Another feature of the Lord's love as illustrated in the history of
Lazarus is, its resurrection power: Jesus said to Martha, "Your brother
shall rise again." God often sees fit to write the sentence of death upon
His promises and upon our blessings. The Bible is replete with examples of
this. Perhaps, the most eminent and instructive one is that of Abraham. God
made him a great promise, namely, that he should be the father of many
nations, and that in his seed all the nations of the world should be
blessed. But before this promise was fulfilled, age was to impair all the
means naturally leading to its accomplishment. "Being not weak in faith, he
considered not his own body now dead, nor yet the deadness of Sarah's womb."

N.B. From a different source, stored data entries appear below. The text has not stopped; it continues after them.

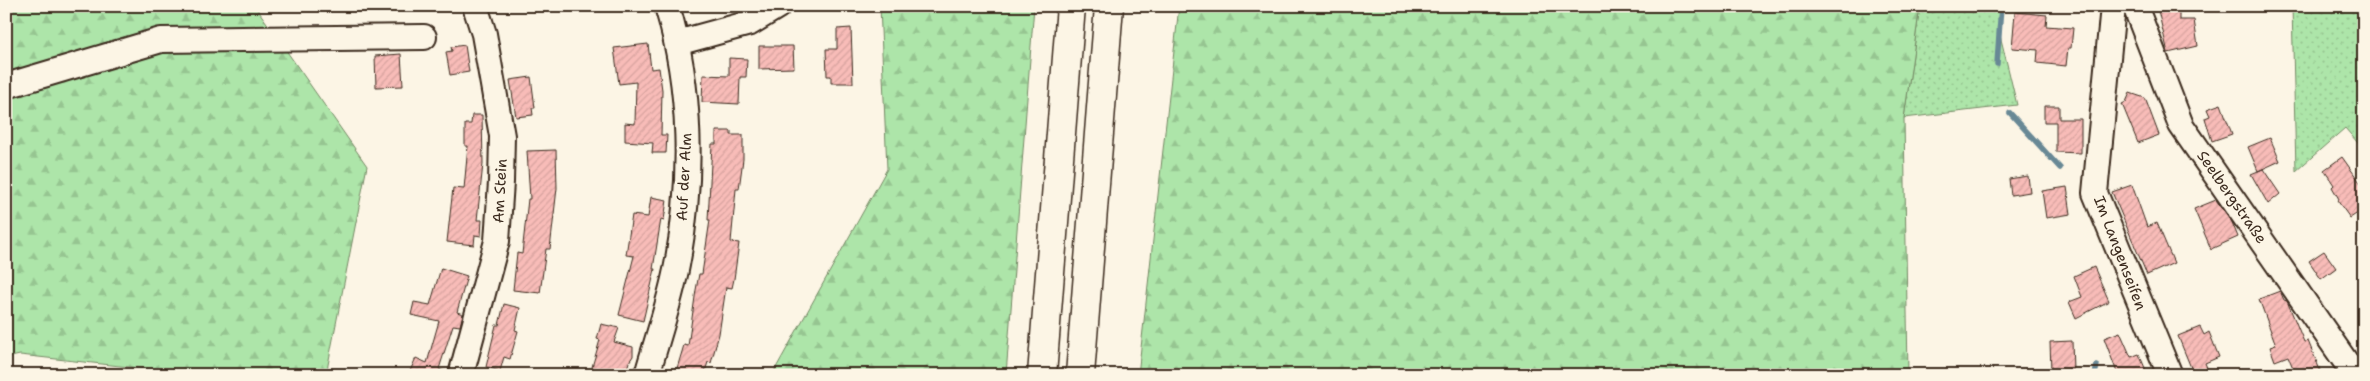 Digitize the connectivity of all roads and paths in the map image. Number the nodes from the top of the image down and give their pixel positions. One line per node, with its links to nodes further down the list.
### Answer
1 (474, 6): 11 (street, Am Stein)
2 (667, 6): 9 (street, Auf der Alm)
3 (778, 6): 9 (street)
4 (1071, 6): 13 (highway)
5 (1109, 6): 14 (highway)
6 (2113, 6): 15 (street, Im Langenseifen)
7 (2135, 6): 16 (street, Seelbergstraße)
8 (424, 37): 10 (street)
9 (677, 43): 12 (street, Auf der Alm)
10 (6, 86)
11 (461, 375)
12 (647, 375)
13 (1042, 375)
14 (1080, 375)
15 (2170, 375)
16 (2355, 375)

Thus did God write the sentence of death upon this great and precious
promise before He accomplished it. And even after its accomplishment, and
the son of promise was given, God commanded him to "offer up his only
begotten son, of whom it was said, That in Isaac shall your seed be called;
accounting that God was able to raise him up, even from the dead; from where
also he received him in a figure." Thus God, as it were, wrote the sentence
of death, first upon the promise, and then upon the blessing, after the
promise was fulfilled. He may deal thus with you- ask the surrender of your
'Isaac,' and when obediently made, yield it back to you again.
And was not this the case with the patriarch Joseph? Long before the
vision of the sheaves should be realized, he was to be sold as a slave and
imprisoned as a criminal, God thus writing death upon the vision. And so was
it with David, king of Israel. God promised him a kingdom, and gave command
to the prophet to anoint him king. But before the promise is fulfilled, it
must apparently die. David is thrust out, became a fugitive and a wanderer
from the vengeance of Saul, is hunted upon the mountains like a partridge,
and hides himself in the dens and caves of the wilderness, like a traitor.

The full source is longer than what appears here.